Stored items
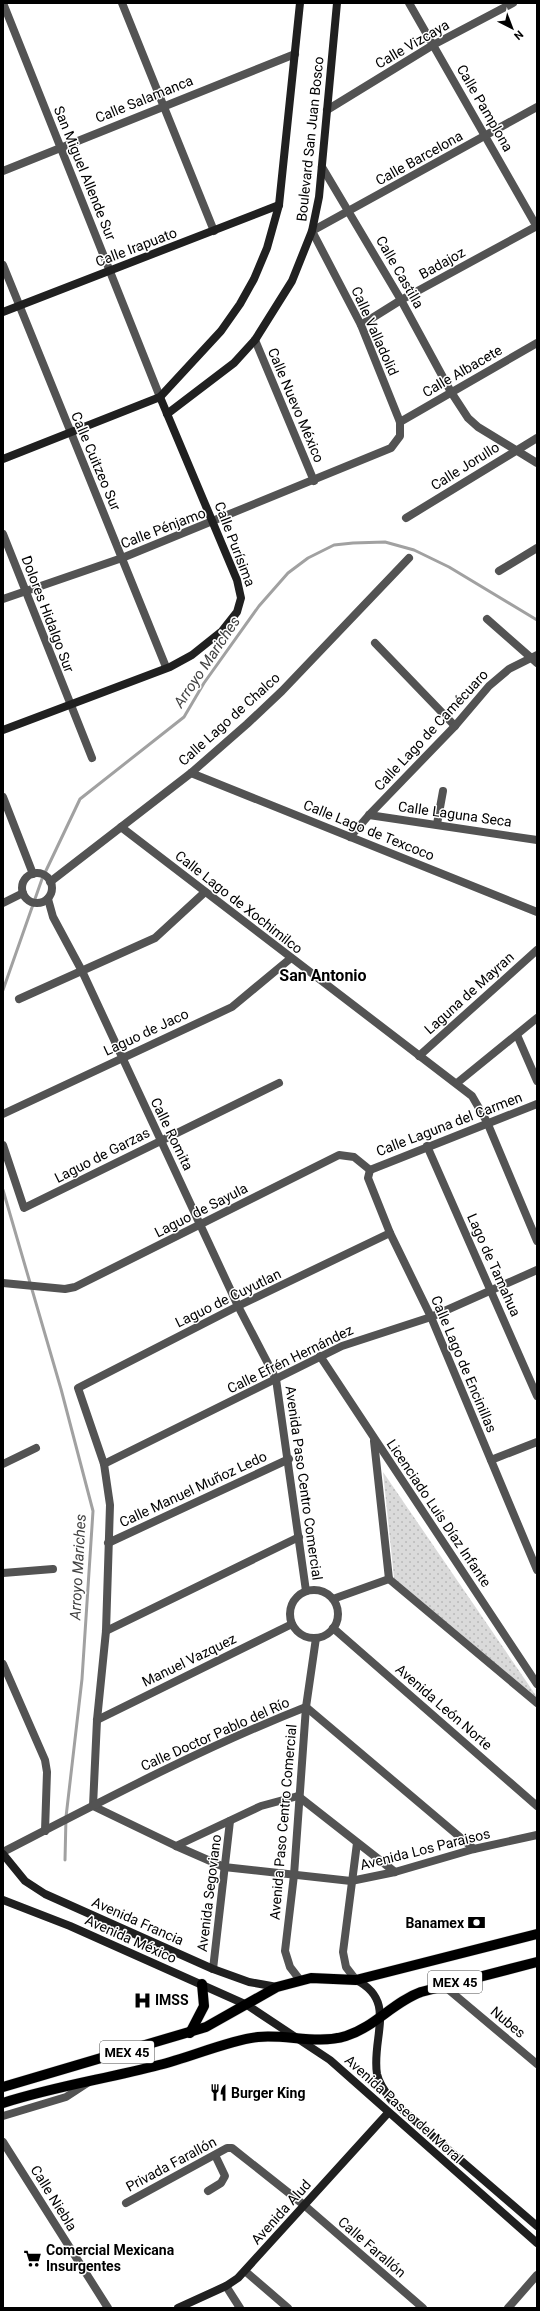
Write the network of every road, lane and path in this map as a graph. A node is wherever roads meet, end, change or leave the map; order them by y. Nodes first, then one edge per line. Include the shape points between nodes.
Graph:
1 (3, 3) edge
2 (122, 3) edge
3 (300, 3) edge
4 (337, 3) edge
5 (409, 3) edge
6 (513, 3) edge
7 (433, 45) junction
8 (295, 54) junction
9 (162, 105) junction
10 (537, 107) edge
11 (326, 110) junction
12 (486, 136) junction
13 (61, 146) junction
14 (322, 166) junction
15 (3, 171) edge
16 (279, 205) junction
17 (350, 211) junction
18 (537, 227) edge
19 (214, 231) junction
20 (312, 231) junction
21 (3, 265) edge
22 (110, 271) junction
23 (401, 300) junction
24 (19, 306) junction
25 (3, 312) edge
26 (360, 325) junction
27 (255, 340) junction
28 (537, 343) edge
29 (451, 392) junction
30 (160, 396) junction
31 (167, 414) junction
32 (400, 422) junction
33 (70, 431) junction
34 (537, 438) edge
35 (516, 450) junction
36 (3, 459) edge
37 (537, 463) edge
38 (314, 481) junction
39 (406, 518) dead end
40 (213, 522) junction
41 (3, 534) edge
42 (537, 548) edge
43 (122, 558) junction
44 (410, 558) dead end
45 (499, 570) dead end
46 (26, 590) junction
47 (3, 599) edge
48 (488, 619) dead end
49 (375, 643) dead end
50 (535, 659) edge
51 (166, 667) junction
52 (69, 704) junction
53 (455, 726) junction
54 (3, 730) edge
55 (92, 758) dead end
56 (191, 773) junction
57 (443, 791) dead end
58 (3, 797) edge
59 (369, 815) junction
60 (437, 824) junction
61 (121, 827) junction
62 (350, 837) junction
63 (537, 840) edge
64 (35, 874) junction
65 (50, 880) junction
66 (205, 892) junction
67 (25, 896) junction
68 (48, 899) junction
69 (3, 903) edge
70 (537, 912) edge
71 (537, 950) edge
72 (291, 958) junction
73 (82, 971) junction
74 (19, 999) dead end
75 (537, 1018) edge
76 (517, 1035) junction
77 (419, 1056) junction
78 (121, 1058) junction
79 (537, 1081) edge
80 (278, 1083) dead end
81 (457, 1084) junction
82 (537, 1104) edge
83 (3, 1114) edge
84 (487, 1122) junction
85 (159, 1140) junction
86 (3, 1145) edge
87 (427, 1146) junction
88 (370, 1170) junction
89 (201, 1225) junction
90 (390, 1233) junction
91 (537, 1241) edge
92 (537, 1270) edge
93 (3, 1283) edge
94 (491, 1290) junction
95 (238, 1306) junction
96 (431, 1317) junction
97 (320, 1356) junction
98 (276, 1379) junction
99 (537, 1396) edge
100 (373, 1439) junction
101 (537, 1442) edge
102 (36, 1448) dead end
103 (288, 1459) junction
104 (491, 1460) junction
105 (3, 1464) edge
106 (104, 1464) junction
107 (299, 1537) junction
108 (108, 1543) junction
109 (53, 1569) dead end
110 (537, 1570) edge
111 (3, 1572) edge
112 (389, 1579) junction
113 (306, 1591) junction
114 (333, 1600) junction
115 (292, 1624) junction
116 (333, 1628) junction
117 (106, 1631) junction
118 (316, 1638) junction
119 (3, 1664) edge
120 (537, 1684) edge
121 (537, 1703) edge
122 (306, 1707) junction
123 (97, 1720) junction
124 (298, 1796) junction
125 (93, 1806) junction
126 (537, 1806) edge
127 (230, 1821) junction
128 (45, 1831) junction
129 (537, 1835) edge
130 (357, 1843) junction
131 (176, 1846) junction
132 (474, 1850) junction
133 (3, 1853) edge
134 (224, 1867) junction
135 (395, 1872) junction
136 (294, 1875) junction
137 (351, 1881) junction
138 (3, 1900) edge
139 (537, 1934) edge
140 (537, 1962) edge
141 (213, 1969) junction
142 (300, 1980) junction
143 (356, 1980) junction
144 (202, 1984) junction
145 (443, 1985) junction
146 (276, 1987) junction
147 (247, 2005) junction
148 (380, 2018) junction
149 (190, 2033) junction
150 (300, 2040) junction
151 (537, 2064) edge
152 (94, 2078) junction
153 (3, 2087) edge
154 (3, 2103) edge
155 (388, 2113) junction
156 (3, 2116) edge
157 (3, 2142) edge
158 (215, 2155) junction
159 (208, 2191) dead end
160 (126, 2203) dead end
161 (304, 2205) junction
162 (537, 2226) edge
163 (537, 2243) edge
164 (245, 2271) junction
165 (537, 2275) edge
166 (226, 2286) junction
167 (108, 2308) edge
168 (178, 2308) edge
169 (240, 2308) edge
170 (288, 2308) edge
171 (423, 2308) edge
172 (508, 2308) edge

1 - 13 street, San Miguel Allende Sur
2 - 9 street
3 - 8 street, Boulevard San Juan Bosco
4 - 11 street, Boulevard San Juan Bosco
5 - 7 street, Calle Pamplona
6 - 7 street, Calle Vizcaya
7 - 11 street, Calle Vizcaya
7 - 12 street, Calle Pamplona
8 - 9 street, Calle Salamanca
8 - 16 street, Boulevard San Juan Bosco
9 - 13 street, Calle Salamanca
9 - 19 street
10 - 12 street, Calle Barcelona
11 - 14 street, Boulevard San Juan Bosco
12 - 17 street, Calle Barcelona
12 - 18 street, Calle Pamplona
13 - 15 street, Calle Salamanca
13 - 22 street, San Miguel Allende Sur
14 - 17 street, Calle Castilla
14 - 20 street, Boulevard San Juan Bosco
16 - 19 street, Calle Irapuato
16 - 30 street, Boulevard San Juan Bosco via 267,248 240,304 221,331
17 - 20 street, Calle Barcelona
17 - 23 street, Calle Castilla
18 - 23 street, Badajoz
19 - 22 street, Calle Irapuato
20 - 26 street, Calle Valladolid
20 - 27 street, Boulevard San Juan Bosco via 292,281
21 - 24 street, Calle Cuitzeo Sur
22 - 24 street, Calle Irapuato
22 - 30 street, San Miguel Allende Sur
23 - 26 street, Badajoz
23 - 29 street, Calle Castilla
24 - 25 street, Calle Irapuato
24 - 33 street, Calle Cuitzeo Sur
26 - 32 street, Calle Valladolid
27 - 31 street, Boulevard San Juan Bosco via 234,363
27 - 38 street, Calle Nuevo México
28 - 29 street, Calle Albacete
29 - 32 street, Calle Albacete
29 - 35 street, Calle Castilla via 468,418 478,427
30 - 31 street, Calle Purísima
30 - 33 street
31 - 40 street, Calle Purísima
32 - 38 street, Calle Pénjamo via 400,436 391,448
33 - 36 street
33 - 43 street, Calle Cuitzeo Sur
34 - 35 street, Calle Jorullo
35 - 37 street, Calle Castilla
35 - 39 street, Calle Jorullo
38 - 40 street, Calle Pénjamo
40 - 43 street, Calle Pénjamo
40 - 51 street, Calle Purísima via 237,580 241,604 233,618 216,636 192,655
41 - 46 street, Dolores Hidalgo Sur
42 - 45 street
43 - 46 street, Calle Pénjamo
43 - 51 street, Calle Cuitzeo Sur
44 - 56 street, Calle Lago de Chalco via 282,691
46 - 47 street, Calle Pénjamo
46 - 52 street, Dolores Hidalgo Sur
48 - 50 street
49 - 53 street
50 - 53 street, Calle Lago de Camécuaro via 499,677
51 - 52 street, Calle Purísima
52 - 54 street, Calle Purísima
52 - 55 street, Dolores Hidalgo Sur
53 - 59 street, Calle Lago de Camécuaro
56 - 61 street, Calle Lago de Chalco
56 - 62 street, Calle Lago de Texcoco
57 - 60 street
58 - 64 street
59 - 60 street, Calle Laguna Seca
59 - 62 street, Calle Lago de Camécuaro
60 - 63 street, Calle Laguna Seca
61 - 65 street, Calle Lago de Chalco
61 - 66 street, Calle Lago de Xochimilco
62 - 70 street, Calle Lago de Texcoco
64 - 65 street
64 - 67 street via 23,883
65 - 68 street via 52,888
66 - 72 street, Calle Lago de Xochimilco
66 - 73 street via 155,938
67 - 68 street via 37,903
67 - 69 street
68 - 73 street, Calle Romita via 54,917
71 - 77 street, Laguna de Mayran
72 - 77 street, Calle Lago de Xochimilco
72 - 78 street, Laguo de Jaco via 232,1007
73 - 74 street
73 - 78 street, Calle Romita
75 - 76 street
76 - 79 street
76 - 81 street
77 - 81 street, Calle Lago de Xochimilco
78 - 83 street, Laguo de Jaco
78 - 85 street, Calle Romita
80 - 85 street, Laguo de Garzas
81 - 84 street, Calle Lago de Xochimilco via 472,1096
82 - 84 street, Calle Laguna del Carmen
84 - 87 street, Calle Laguna del Carmen
84 - 91 street, Calle Lago de Xochimilco
85 - 86 street, Laguo de Garzas via 24,1208
85 - 89 street, Calle Romita
87 - 88 street, Calle Laguna del Carmen
87 - 94 street, Lago de Tamahua
88 - 89 street, Laguo de Sayula via 354,1157 339,1155
88 - 90 street, Calle Lago de Encinillas via 368,1178
89 - 93 street, Laguo de Sayula via 75,1287 65,1289
89 - 95 street, Calle Romita
90 - 95 street, Laguo de Cuyutlan
90 - 96 street, Calle Lago de Encinillas
92 - 94 street, Calle Efrén Hernández
94 - 96 street, Calle Efrén Hernández
94 - 99 street, Lago de Tamahua
95 - 98 street, Calle Romita
95 - 106 street, Laguo de Cuyutlan via 78,1388
96 - 97 street, Calle Efrén Hernández via 369,1336
96 - 104 street, Calle Lago de Encinillas
97 - 98 street, Calle Efrén Hernández
97 - 100 street, Licenciado Luis Díaz Infante
98 - 103 street, Avenida Paso Centro Comercial
98 - 106 street, Calle Efrén Hernández
100 - 112 street
100 - 120 street, Licenciado Luis Díaz Infante
101 - 104 street
102 - 105 street
103 - 107 street, Avenida Paso Centro Comercial
103 - 108 street, Calle Manuel Muñoz Ledo
104 - 110 street, Calle Lago de Encinillas
106 - 108 street via 109,1499
107 - 113 street, Avenida Paso Centro Comercial
107 - 117 street
108 - 117 street
109 - 111 street
112 - 114 street
112 - 121 street
113 - 114 street via 321,1591
113 - 115 street via 290,1608
114 - 116 street via 338,1614
115 - 118 street via 302,1635
115 - 123 street, Manuel Vazquez
116 - 118 street via 329,1633
116 - 126 street, Avenida León Norte
117 - 123 street
118 - 122 street, Avenida Paso Centro Comercial
119 - 128 street via 45,1760
122 - 124 street, Avenida Paso Centro Comercial
122 - 125 street, Calle Doctor Pablo del Río via 253,1728
122 - 132 street, Calle Doctor Pablo del Río
123 - 125 street
124 - 127 street via 261,1806
124 - 130 street
124 - 136 street, Avenida Paso Centro Comercial
125 - 128 street, Calle Doctor Pablo del Río
125 - 131 street, Avenida Los Paraisos
127 - 131 street
127 - 134 street, Avenida Segoviano
128 - 133 street, Calle Doctor Pablo del Río
129 - 132 street, Avenida Los Paraisos
130 - 135 street
130 - 137 street
131 - 134 street, Avenida Los Paraisos
132 - 135 street, Avenida Los Paraisos
133 - 141 street, Avenida Francia via 25,1881 45,1894
134 - 136 street, Avenida Los Paraisos
134 - 141 street, Avenida Segoviano
135 - 137 street, Avenida Los Paraisos
136 - 137 street, Avenida Los Paraisos
136 - 142 street, Avenida Paso Centro Comercial via 285,1951 290,1967
137 - 143 street via 342,1952 346,1966
138 - 144 street, Avenida México via 70,1926
139 - 143 main road, MEX 45
140 - 145 main road, MEX 45
141 - 146 street, Avenida Francia via 249,1982
142 - 143 main road, MEX 45
142 - 146 main road, MEX 45
143 - 148 street, Avenida Paseo del Moral via 368,1986 378,1998
144 - 147 street, Avenida México
144 - 149 main road via 204,2006
145 - 148 main road, MEX 45 via 407,1997
145 - 151 street, Nubes
146 - 147 main road, MEX 45
147 - 149 main road, MEX 45 via 221,2021
147 - 150 street, Avenida Paseo del Moral
148 - 150 main road, MEX 45 via 345,2036
148 - 162 street, Avenida Paseo del Moral via 377,2075 382,2088 392,2101
149 - 153 main road, MEX 45
150 - 152 main road, MEX 45 via 258,2037 159,2065
150 - 155 street, Avenida Paseo del Moral via 330,2060
152 - 154 main road, MEX 45
152 - 156 street via 66,2097
155 - 161 street, Avenida Alud
155 - 163 street, Avenida Paseo del Moral
157 - 167 street, Calle Niebla
158 - 159 street via 224,2176 221,2183
158 - 160 street, Privada Farallón
158 - 161 street, Privada Farallón via 227,2148 236,2149
161 - 164 street, Avenida Alud
161 - 171 street, Calle Farallón
164 - 166 street, Avenida Alud
164 - 170 street
165 - 172 street
166 - 168 street, Avenida Alud
166 - 169 street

- _PROBLEM STATEMENT_:
Scan the records for the string "Moral" and show every line that contains it.

- _REPLY TO THE TASK_:
143 - 148 street, Avenida Paseo del Moral via 368,1986 378,1998
147 - 150 street, Avenida Paseo del Moral
148 - 162 street, Avenida Paseo del Moral via 377,2075 382,2088 392,2101
150 - 155 street, Avenida Paseo del Moral via 330,2060
155 - 163 street, Avenida Paseo del Moral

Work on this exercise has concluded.